= Oberlin Heritage Center =

The Oberlin Heritage Center is a non-profit 501(c)(3) organization, governed by an 18-member Board of Trustees. The organization is funded by memberships, annual fund contributions, investments, grants, fund-raising projects and planned gifts. Over 700 members hail from Oberlin and elsewhere in Lorain County, as well as from across the country.

==Sites==
Its complex of historic sites includes the Monroe House (1866), Jewett House (1884) and Little Red Schoolhouse (1836–1837). Guided tours of the three sites are offered on a walk-in basis three days a week and at other times for groups by appointment. Main themes of the tour include life in the 1830s – c. 1915 Oberlin, African American history, the Underground Railroad, women's history, scientific discovery, and missionary, temperance, and other reform movements.

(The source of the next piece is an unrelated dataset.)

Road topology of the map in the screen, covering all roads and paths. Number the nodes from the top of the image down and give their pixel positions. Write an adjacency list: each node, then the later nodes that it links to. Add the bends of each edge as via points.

The brick Italianate-style Monroe House was originally the home of General Giles W. Shurtleff, leader of the first African-American regiment from Ohio to serve in the American Civil War. The house became the longtime home of James Monroe and his wife, Julia Finney Monroe. He was an important abolitionist, advocate of voting rights for African-Americans, and friend of Frederick Douglass. Monroe taught at Oberlin College, served as a U.S. Consul to Brazil, and was a five-term U.S. Congressman. Mrs. Monroe was a daughter of Charles Grandison Finney, the great religious leader of Oberlin College.

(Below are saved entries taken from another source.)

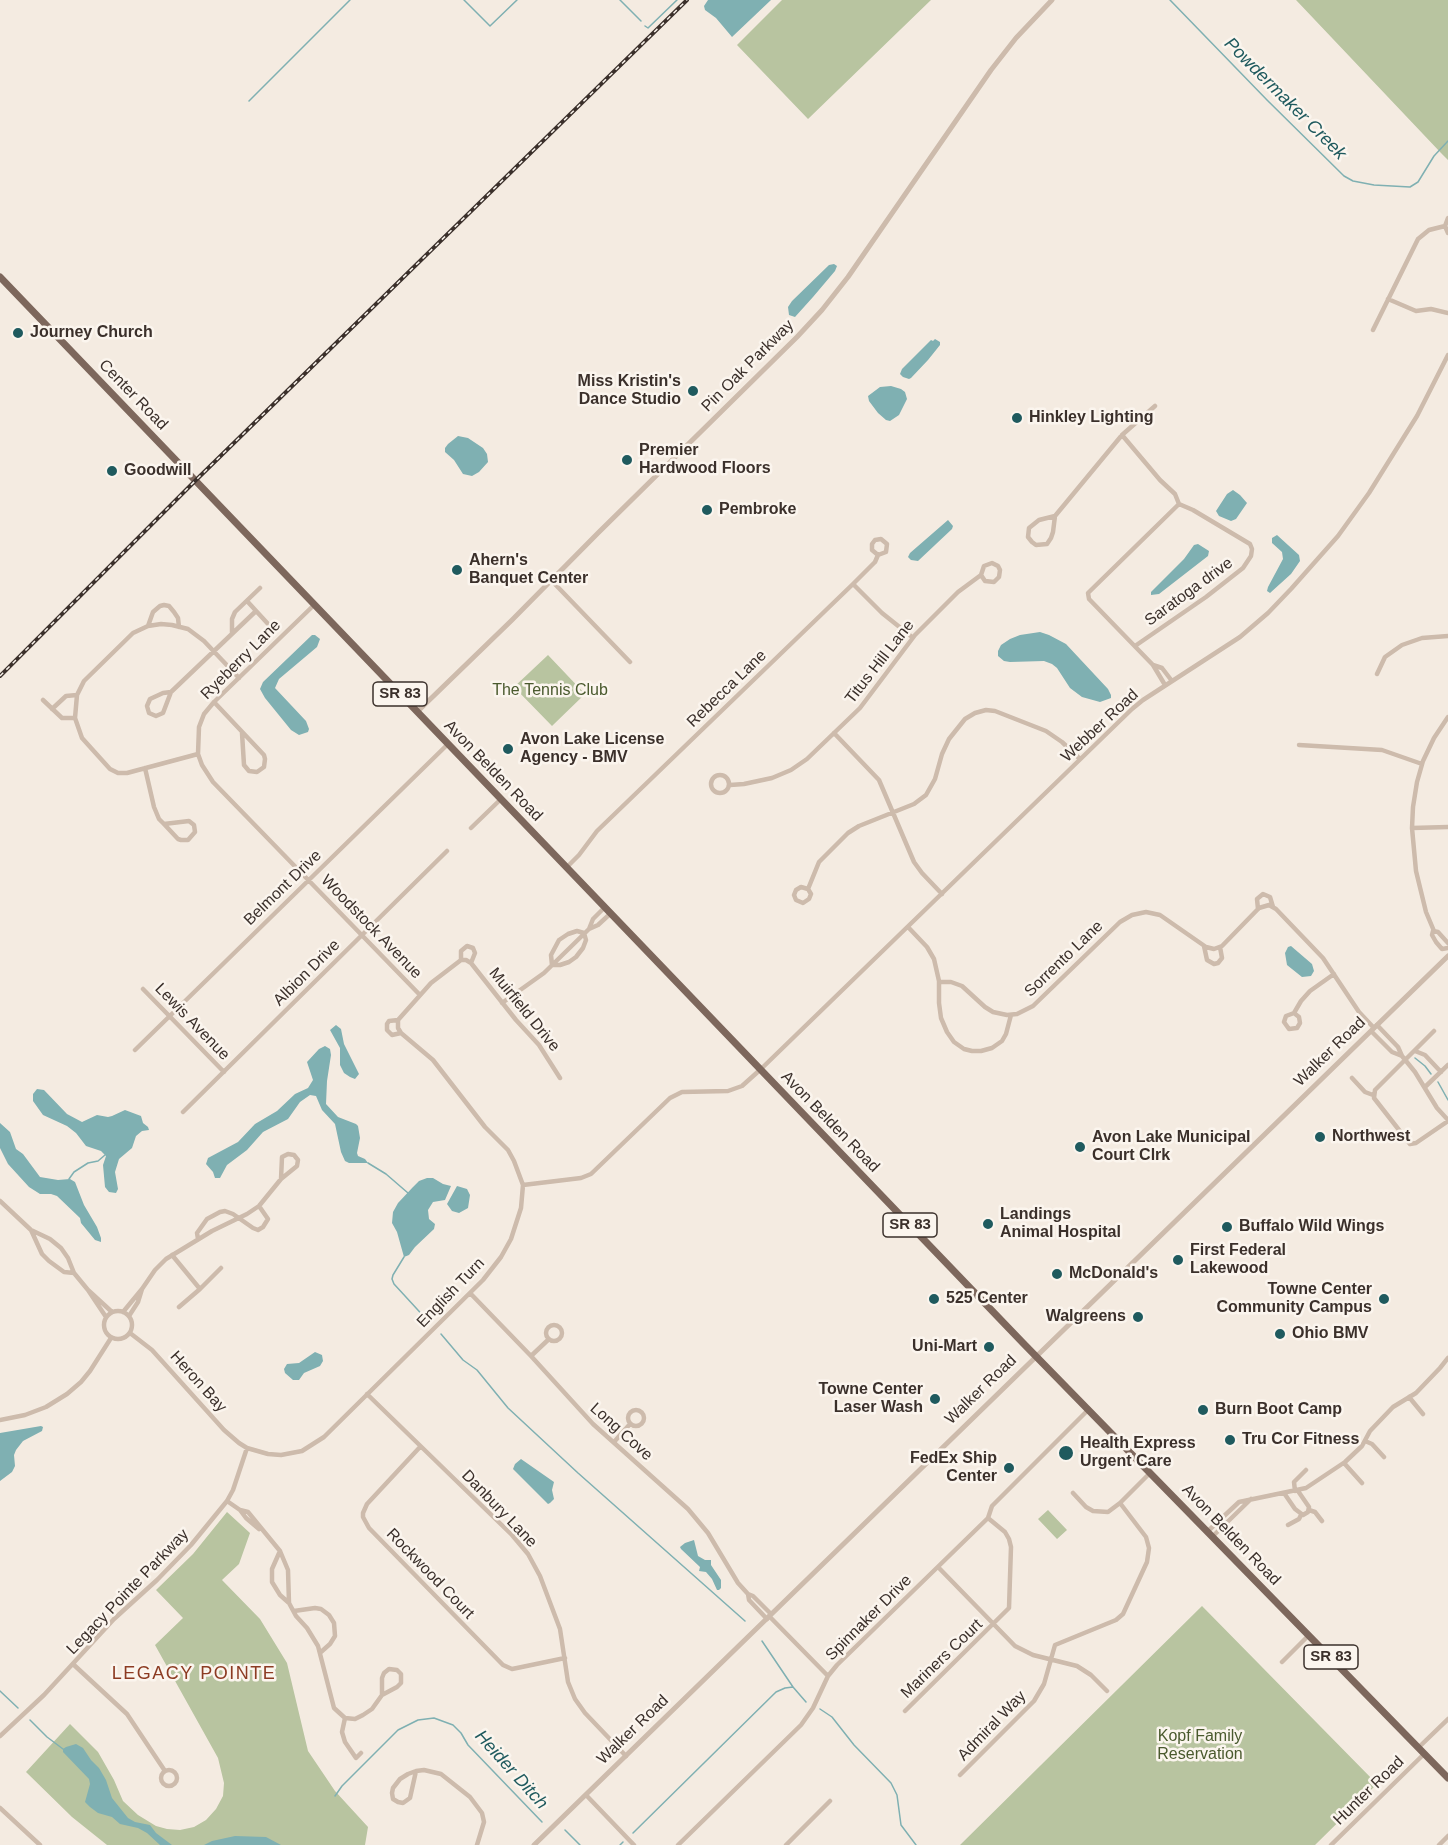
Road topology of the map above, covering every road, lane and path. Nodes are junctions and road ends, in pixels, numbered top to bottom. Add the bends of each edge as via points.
1 (1052, 0) edge
2 (1448, 218) edge
3 (1445, 226) junction
4 (1448, 233) edge
5 (0, 277) edge
6 (1388, 298) junction
7 (1446, 313) edge
8 (1448, 318) edge
9 (1373, 330) dead end
10 (1448, 355) edge
11 (1155, 406) dead end
12 (1122, 435) junction
13 (196, 480) joint
14 (1179, 504) junction
15 (1055, 516) junction
16 (878, 555) dead end
17 (981, 575) junction
18 (551, 580) junction
19 (853, 584) junction
20 (261, 588) dead end
21 (247, 601) junction
22 (314, 605) junction
23 (256, 611) junction
24 (269, 625) dead end
25 (148, 626) junction
26 (178, 627) junction
27 (232, 633) junction
28 (1448, 636) edge
29 (912, 637) junction
30 (1135, 646) junction
31 (213, 651) junction
32 (630, 662) dead end
33 (1153, 665) junction
34 (1377, 674) dead end
35 (238, 678) junction
36 (1172, 681) junction
37 (1165, 685) junction
38 (171, 692) junction
39 (77, 695) junction
40 (43, 700) dead end
41 (214, 702) junction
42 (52, 709) junction
43 (417, 712) junction
44 (1448, 717) edge
45 (75, 718) junction
46 (242, 733) junction
47 (834, 733) junction
48 (448, 744) junction
49 (1299, 745) dead end
50 (198, 754) junction
51 (1080, 759) junction
52 (1422, 764) junction
53 (145, 768) junction
54 (730, 785) junction
55 (501, 799) junction
56 (894, 813) junction
57 (164, 824) junction
58 (1448, 827) edge
59 (471, 828) dead end
60 (1412, 828) junction
61 (447, 851) dead end
62 (567, 867) junction
63 (308, 880) junction
64 (808, 889) dead end
65 (942, 894) junction
66 (605, 907) junction
67 (1273, 907) junction
68 (1258, 909) junction
69 (611, 913) junction
70 (908, 927) junction
71 (587, 931) junction
72 (363, 935) junction
73 (1204, 946) junction
74 (1448, 946) edge
75 (1221, 947) junction
76 (1448, 956) edge
77 (552, 965) junction
78 (1334, 974) junction
79 (939, 982) junction
80 (143, 989) dead end
81 (419, 994) junction
82 (502, 1003) junction
83 (1294, 1014) dead end
84 (1011, 1015) junction
85 (169, 1016) junction
86 (398, 1020) junction
87 (1374, 1028) junction
88 (1434, 1032) dead end
89 (401, 1033) junction
90 (135, 1050) dead end
91 (1415, 1051) junction
92 (1404, 1058) junction
93 (1448, 1065) edge
94 (761, 1069) junction
95 (224, 1072) junction
96 (1441, 1072) junction
97 (560, 1078) dead end
98 (1352, 1078) dead end
99 (1425, 1087) junction
100 (1373, 1095) junction
101 (183, 1112) dead end
102 (1448, 1120) edge
103 (281, 1179) junction
104 (523, 1185) junction
105 (0, 1202) edge
106 (259, 1206) junction
107 (239, 1219) junction
108 (31, 1230) junction
109 (198, 1239) junction
110 (171, 1255) junction
111 (221, 1268) dead end
112 (74, 1274) junction
113 (200, 1289) junction
114 (470, 1293) junction
115 (136, 1300) junction
116 (99, 1303) junction
117 (179, 1307) dead end
118 (112, 1312) junction
119 (123, 1312) junction
120 (129, 1316) junction
121 (106, 1317) junction
122 (130, 1333) junction
123 (111, 1338) junction
124 (549, 1339) dead end
125 (1036, 1355) junction
126 (531, 1356) junction
127 (1448, 1358) edge
128 (367, 1394) junction
129 (1409, 1397) junction
130 (1089, 1409) junction
131 (1423, 1413) dead end
132 (0, 1420) edge
133 (630, 1424) dead end
134 (1365, 1441) junction
135 (614, 1442) junction
136 (420, 1447) junction
137 (247, 1448) junction
138 (1384, 1456) dead end
139 (1344, 1463) junction
140 (1305, 1470) dead end
141 (1150, 1473) junction
142 (1362, 1483) dead end
143 (1297, 1491) junction
144 (1072, 1493) dead end
145 (1284, 1493) junction
146 (227, 1501) junction
147 (1120, 1503) junction
148 (1309, 1509) junction
149 (1301, 1515) junction
150 (988, 1518) junction
151 (1322, 1521) dead end
152 (1288, 1525) dead end
153 (1210, 1534) junction
154 (280, 1551) junction
155 (938, 1567) junction
156 (289, 1603) junction
157 (294, 1611) junction
158 (769, 1616) junction
159 (994, 1625) junction
160 (1309, 1635) junction
161 (321, 1652) junction
162 (565, 1658) junction
163 (1050, 1659) junction
164 (1282, 1662) dead end
165 (74, 1665) junction
166 (828, 1676) junction
167 (1107, 1691) dead end
168 (382, 1695) junction
169 (905, 1711) dead end
170 (345, 1718) junction
171 (1448, 1719) edge
172 (0, 1736) edge
173 (1421, 1751) junction
174 (361, 1753) dead end
175 (626, 1756) junction
176 (165, 1771) dead end
177 (416, 1771) junction
178 (960, 1775) dead end
179 (1448, 1778) edge
180 (586, 1795) junction
181 (830, 1801) dead end
182 (0, 1808) edge
183 (1448, 1836) edge
184 (40, 1845) edge
185 (477, 1845) edge
186 (534, 1845) edge
187 (634, 1845) edge
188 (678, 1845) edge
189 (786, 1845) edge
190 (1331, 1845) edge
191 (1439, 1845) edge

1 - 18 street, Pin Oak Parkway via 991,70 822,310
2 - 3 street
3 - 4 street
3 - 6 street via 1429,230 1418,239
5 - 13 main road, Center Road / SR 83
6 - 7 street via 1416,311
6 - 9 street
7 - 8 street
10 - 36 street, Webber Road via 1405,437 1328,549 1253,626
11 - 12 street
12 - 14 street
12 - 15 street
13 - 22 main road, Avon Belden Road / SR 83
14 - 30 street via 1088,593 1089,599
14 - 30 street, Saratoga drive via 1250,544 1252,552 1243,568
15 - 15 street via 1047,544 1032,542 1029,528 1039,520
16 - 19 street, Rebecca Lane
17 - 17 street, Titus Hill Lane via 987,582 994,582 1000,570 987,564
17 - 29 street, Titus Hill Lane via 958,591
18 - 32 street
18 - 43 street, Pin Oak Parkway
19 - 29 street
19 - 62 street, Rebecca Lane via 597,831
20 - 21 street
21 - 23 street
21 - 27 street via 235,612
22 - 35 street, Ryeberry Lane
22 - 43 main road, Avon Belden Road / SR 83
23 - 24 street
23 - 27 street
25 - 26 street
25 - 26 street via 153,612 165,605 178,618
25 - 39 street via 124,639 84,681
26 - 31 street via 188,629
27 - 31 street
28 - 34 street via 1422,638 1402,645 1385,657
29 - 47 street, Titus Hill Lane via 867,700
30 - 33 street
31 - 35 street
31 - 38 street
33 - 36 street via 1162,668
33 - 37 street
35 - 41 street, Ryeberry Lane
36 - 37 street, Webber Road
37 - 51 street, Webber Road via 1132,709
38 - 38 street via 150,699 149,713 163,713
39 - 42 street via 66,696
39 - 45 street
40 - 42 street
41 - 46 street
41 - 50 street, Ryeberry Lane via 199,727
42 - 45 street via 62,718
43 - 48 main road, Avon Belden Road / SR 83
44 - 52 street
45 - 53 street via 81,738 110,769 127,773
46 - 46 street via 244,765 257,772 264,767 264,755
47 - 54 street, Titus Hill Lane via 791,770 763,781
47 - 56 street via 879,780
48 - 55 main road, Avon Belden Road / SR 83
48 - 63 street, Belmont Drive
49 - 52 street via 1375,748
50 - 53 street
50 - 63 street, Woodstock Avenue via 213,782
51 - 56 street via 1046,731 995,711 981,711 965,719 949,739 926,795
51 - 65 street, Webber Road
52 - 60 street via 1413,801
53 - 57 street via 154,807
54 - 54 street, Titus Hill Lane via 722,775 713,778 711,784 718,794 725,793
55 - 59 street
55 - 62 main road, Avon Belden Road / SR 83
56 - 64 street via 855,828 844,837 819,862
56 - 65 street via 914,862
57 - 57 street via 181,840 188,840 195,832 189,821
58 - 60 street
60 - 74 street via 1415,862 1432,935 1442,949
61 - 72 street, Albion Drive
62 - 66 main road, Avon Belden Road / SR 83
63 - 72 street, Woodstock Avenue
63 - 85 street, Belmont Drive
65 - 70 street, Webber Road
66 - 69 main road, Avon Belden Road / SR 83
66 - 71 street
67 - 68 street
67 - 68 street, Sorrento Lane via 1270,897 1262,895 1257,899
67 - 78 street
68 - 75 street, Sorrento Lane
69 - 71 street
69 - 94 main road, Avon Belden Road / SR 83
70 - 79 street via 931,953
70 - 94 street, Webber Road
71 - 77 street
71 - 77 street via 576,957
71 - 77 street via 559,940 551,955
72 - 81 street, Woodstock Avenue
72 - 95 street, Albion Drive
73 - 75 street
73 - 75 street, Sorrento Lane via 1213,964 1222,958
73 - 84 street, Sorrento Lane via 1160,915 1132,915 1033,1006
76 - 87 street, Walker Road
77 - 82 street
78 - 83 street via 1310,991
78 - 87 street
79 - 84 street via 959,984 989,1010
79 - 84 street via 943,1025 951,1039 964,1049 981,1051 995,1046 1006,1034
80 - 85 street, Lewis Avenue
81 - 82 street, Muirfield Drive via 466,961
81 - 86 street
82 - 97 street, Muirfield Drive via 539,1045
85 - 90 street, Belmont Drive
85 - 95 street, Lewis Avenue
86 - 89 street
86 - 89 street, English Turn via 389,1021 387,1030 392,1035
87 - 92 street via 1398,1047
87 - 125 street, Walker Road
88 - 91 street
89 - 104 street, English Turn via 433,1060 479,1120 508,1150
91 - 92 street
91 - 96 street via 1425,1055
92 - 99 street
92 - 100 street
93 - 96 street
94 - 104 street, Webber Road via 742,1086 728,1091 682,1092 670,1098 591,1174
94 - 125 main road, Avon Belden Road / SR 83
95 - 101 street, Albion Drive
96 - 99 street
98 - 100 street
99 - 102 street
100 - 102 street via 1410,1144
103 - 103 street via 297,1166 294,1155 282,1157
103 - 106 street
104 - 114 street, English Turn via 521,1208 511,1239
105 - 108 street
106 - 107 street
106 - 107 street via 268,1219 263,1227 258,1230
107 - 109 street
107 - 109 street via 225,1211 212,1215 197,1233
108 - 112 street via 61,1248
108 - 112 street via 48,1261
109 - 110 street
110 - 113 street
110 - 115 street via 155,1270
111 - 113 street
112 - 116 street
113 - 117 street
114 - 126 street, Long Cove
114 - 128 street, English Turn
115 - 119 street
115 - 120 street
116 - 118 street
116 - 121 street
118 - 119 street
118 - 121 street
119 - 120 street
120 - 122 street
121 - 123 street via 104,1326
122 - 123 street via 123,1339
122 - 137 street, Heron Bay via 153,1350 224,1430
123 - 132 street via 90,1371 67,1394 46,1407
124 - 126 street
125 - 130 main road, Avon Belden Road / SR 83
125 - 158 street, Walker Road
126 - 135 street, Long Cove via 574,1405
127 - 129 street
128 - 136 street, Danbury Lane
128 - 137 street, English Turn via 324,1437 302,1451 281,1455
129 - 131 street
129 - 134 street via 1393,1407
130 - 141 main road, Avon Belden Road / SR 83
130 - 150 street, Spinnaker Drive via 995,1501
133 - 135 street
134 - 138 street
134 - 139 street
135 - 158 street, Long Cove via 688,1509 708,1533 738,1583
136 - 162 street, Danbury Lane via 528,1554 560,1629
136 - 162 street, Rockwood Court via 367,1504 363,1517 369,1528 503,1665 512,1669
137 - 146 street, Legacy Pointe Parkway
139 - 142 street
139 - 143 street via 1313,1485
140 - 143 street via 1294,1482
141 - 147 street
141 - 153 main road, Avon Belden Road / SR 83
143 - 145 street
143 - 148 street
144 - 147 street via 1094,1511 1108,1512
145 - 149 street
145 - 153 street via 1251,1499
146 - 154 street
146 - 165 street, Legacy Pointe Parkway via 191,1545 114,1619
147 - 163 street via 1148,1543 1149,1554 1138,1581 1119,1619 1058,1643
148 - 149 street
148 - 151 street
149 - 152 street
150 - 155 street, Spinnaker Drive
150 - 159 street, Mariners Court via 1005,1532 1011,1547 1009,1608
153 - 160 main road, Avon Belden Road / SR 83
154 - 156 street via 288,1570
154 - 156 street via 272,1569 272,1581
155 - 159 street
155 - 166 street, Spinnaker Drive
156 - 157 street
157 - 161 street
157 - 161 street via 315,1608 329,1615 334,1623 334,1636
158 - 166 street, Long Cove
158 - 175 street, Walker Road
159 - 163 street via 1022,1650
159 - 169 street, Mariners Court
160 - 164 street
160 - 173 main road, Avon Belden Road / SR 83
161 - 170 street via 333,1708
162 - 175 street, Danbury Lane via 570,1688 578,1704
163 - 167 street via 1082,1669
163 - 178 street, Admiral Way via 1044,1684 1030,1706
165 - 172 street, Legacy Pointe Parkway
165 - 176 street via 127,1714
166 - 188 street, Spinnaker Drive via 804,1720
168 - 168 street via 401,1683 397,1670 392,1668 384,1673
168 - 170 street via 363,1715
170 - 174 street via 345,1742 356,1758
171 - 173 street, Hunter Road
173 - 179 main road, Avon Belden Road / SR 83
173 - 190 street, Hunter Road
175 - 180 street, Walker Road
177 - 177 street via 396,1784 392,1793 395,1801 403,1803 410,1798
177 - 185 street via 441,1774 478,1806 484,1822
180 - 186 street, Walker Road
180 - 187 street
181 - 189 street
182 - 184 street
183 - 191 street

The brick Victorian Jewett House was the home of Oberlin College chemistry professor Frank Fanning Jewett and his wife, Sarah Frances Gulick Jewett, author of numerous books on public health and hygiene, daughter of Luther Halsey Gulick Sr. and sister of Luther Halsey Gulick Jr. The Jewetts and the subsequent owners, the Hubbards, rented rooms to male Oberlin College students, who slept in the attic and studied on the second floor. One of Jewett's students was Charles Martin Hall, who discovered the cost-effective process for commercially manufactured aluminum. The house and simple woodshed feature an exhibit called Aluminum: The Oberlin Connection, which includes a re-creation of Hall's 1886 woodshed experiment.

The Little Red Schoolhouse was the first public school in town. Notably, in defiance of Ohio's "Black Laws", the school was interracial from its inception. Sarah Margru Kinson, who as a young girl was on board the infamous La Amistad, returned later to America and became one of the first Africans to attend the school. Restored as a pioneer-era one-room school, the Little Red Schoolhouse offers visitors a hands-on look at life and education in the 1800s.

==History==
The roots of the Oberlin Heritage Center date back to the Oberlin Village Improvement Society, founded in 1903 by a group of concerned citizens to beautify and improve the town, and the Oberlin Historical society, organized in 1960 to preserve the Little Red Schoolhouse and the Monroe House. The two volunteer groups merged in 1964 as the Oberlin Historical and Improvement Organization (O.H.I.O.). The organization has grown since hiring two professional staff members in 1993, and in 2005 was renamed "The Oberlin Heritage Center".

The Oberlin Heritage Center is now a small museum. In 2006 it was selected to be part of the National Trust for Historic Preservation's Partner Places program. The National Park Service designated the Oberlin Heritage Center as a facility on its National Underground Railroad Network to Freedom in 2004. The organization also prepared the nomination for the National Trust for Historic Preservation's selection of Oberlin as one of its 2004 Dozen Distinctive Destinations.